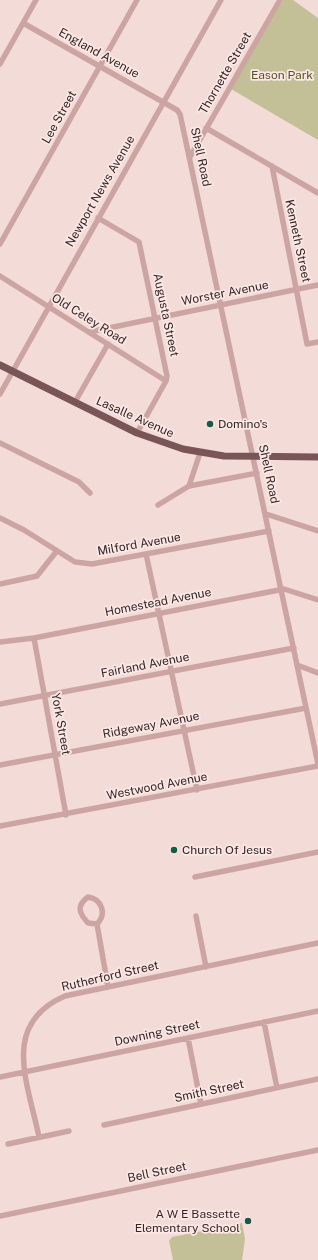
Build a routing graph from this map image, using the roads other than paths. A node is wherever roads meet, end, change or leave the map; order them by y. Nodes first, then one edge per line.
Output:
1 (36, 0) edge
2 (137, 0) edge
3 (221, 0) edge
4 (280, 0) edge
5 (23, 23) junction
6 (0, 64) edge
7 (100, 66) junction
8 (164, 102) junction
9 (206, 128) junction
10 (190, 157) junction
11 (272, 166) junction
12 (318, 193) edge
13 (98, 218) junction
14 (0, 244) edge
15 (0, 276) edge
16 (318, 285) edge
17 (297, 289) junction
18 (221, 305) junction
19 (48, 306) junction
20 (155, 318) junction
21 (89, 332) junction
22 (318, 342) edge
23 (108, 344) junction
24 (0, 365) edge
25 (12, 371) junction
26 (166, 381) junction
27 (0, 394) edge
28 (75, 402) junction
29 (137, 433) junction
30 (0, 443) edge
31 (200, 453) junction
32 (318, 457) edge
33 (254, 458) junction
34 (257, 473) junction
35 (189, 486) junction
36 (90, 493) dead end
37 (158, 505) dead end
38 (266, 514) junction
39 (0, 518) edge
40 (269, 531) junction
41 (318, 531) edge
42 (56, 552) junction
43 (146, 554) junction
44 (0, 584) edge
45 (281, 589) junction
46 (318, 600) edge
47 (157, 613) junction
48 (34, 638) junction
49 (0, 642) edge
50 (294, 648) junction
51 (297, 665) junction
52 (171, 671) junction
53 (318, 673) edge
54 (44, 696) junction
55 (0, 704) edge
56 (306, 708) junction
57 (184, 730) junction
58 (316, 744) edge
59 (55, 754) junction
60 (0, 765) edge
61 (318, 765) edge
62 (197, 790) junction
63 (66, 815) junction
64 (0, 826) edge
65 (318, 852) edge
66 (195, 877) dead end
67 (196, 916) dead end
68 (96, 924) junction
69 (318, 943) edge
70 (206, 967) junction
71 (108, 987) junction
72 (318, 1011) edge
73 (264, 1022) junction
74 (188, 1038) junction
75 (25, 1072) junction
76 (0, 1077) edge
77 (318, 1079) edge
78 (277, 1088) junction
79 (201, 1104) junction
80 (104, 1125) dead end
81 (69, 1131) dead end
82 (39, 1137) junction
83 (8, 1144) dead end
84 (318, 1150) edge
85 (0, 1216) edge

1 - 5 street
2 - 7 street, Lee Street
3 - 8 street, Newport News Avenue
4 - 9 street, Thornette Street
5 - 6 street
5 - 7 street, England Avenue
7 - 8 street, England Avenue
7 - 14 street, Lee Street
8 - 10 street, Shell Road
8 - 13 street, Newport News Avenue
9 - 10 street, Thornette Street
9 - 11 street
10 - 18 street, Shell Road
11 - 12 street
11 - 17 street, Kenneth Street
13 - 19 street, Newport News Avenue
13 - 20 street, Augusta Street
15 - 19 street, Old Celey Road
16 - 17 street, Worster Avenue
17 - 18 street, Worster Avenue
17 - 22 street, Kenneth Street
18 - 20 street, Worster Avenue
18 - 33 street, Shell Road
19 - 21 street, Old Celey Road
19 - 25 street, Newport News Avenue
20 - 21 street, Worster Avenue
20 - 26 street, Augusta Street
21 - 23 street, Old Celey Road
23 - 26 street, Old Celey Road
23 - 28 street
24 - 25 main road, Lasalle Avenue
25 - 27 street, Newport News Avenue
25 - 28 main road, Lasalle Avenue
26 - 29 street
28 - 29 main road, Lasalle Avenue
29 - 31 main road, Lasalle Avenue
30 - 36 street
31 - 33 main road, Lasalle Avenue
31 - 35 street
32 - 33 main road, Lasalle Avenue
33 - 34 street, Shell Road
34 - 35 street
34 - 38 street, Shell Road
35 - 37 street
38 - 40 street, Shell Road
38 - 41 street
39 - 42 street, Milford Avenue
40 - 43 street, Milford Avenue
40 - 45 street, Shell Road
42 - 43 street, Milford Avenue
42 - 44 street
43 - 47 street
45 - 46 street, Homestead Avenue
45 - 47 street, Homestead Avenue
45 - 50 street, Shell Road
47 - 48 street, Homestead Avenue
47 - 52 street
48 - 49 street, Homestead Avenue
48 - 54 street, York Street
50 - 51 street, Shell Road
50 - 52 street, Fairland Avenue
51 - 53 street
51 - 56 street, Shell Road
52 - 54 street, Fairland Avenue
52 - 57 street
54 - 55 street, Fairland Avenue
54 - 59 street, York Street
56 - 57 street, Ridgeway Avenue
56 - 58 street, Shell Road
57 - 59 street, Ridgeway Avenue
57 - 62 street
58 - 61 street, Shell Road
59 - 60 street, Ridgeway Avenue
59 - 63 street, York Street
61 - 62 street, Westwood Avenue
62 - 63 street, Westwood Avenue
63 - 64 street, Westwood Avenue
65 - 66 street
67 - 70 street
68 - 68 street
68 - 71 street
69 - 70 street, Rutherford Street
70 - 71 street, Rutherford Street
71 - 75 street, Rutherford Street
72 - 73 street, Downing Street
73 - 74 street, Downing Street
73 - 78 street
74 - 75 street, Downing Street
74 - 79 street
75 - 76 street, Downing Street
75 - 82 street, Rutherford Street
77 - 78 street, Smith Street
78 - 79 street, Smith Street
79 - 80 street, Smith Street
81 - 82 street
82 - 83 street
84 - 85 street, Bell Street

= = = =

Every line of the listing that includes "Fairland" must be shown.

**Answer to this exercise:**
50 - 52 street, Fairland Avenue
52 - 54 street, Fairland Avenue
54 - 55 street, Fairland Avenue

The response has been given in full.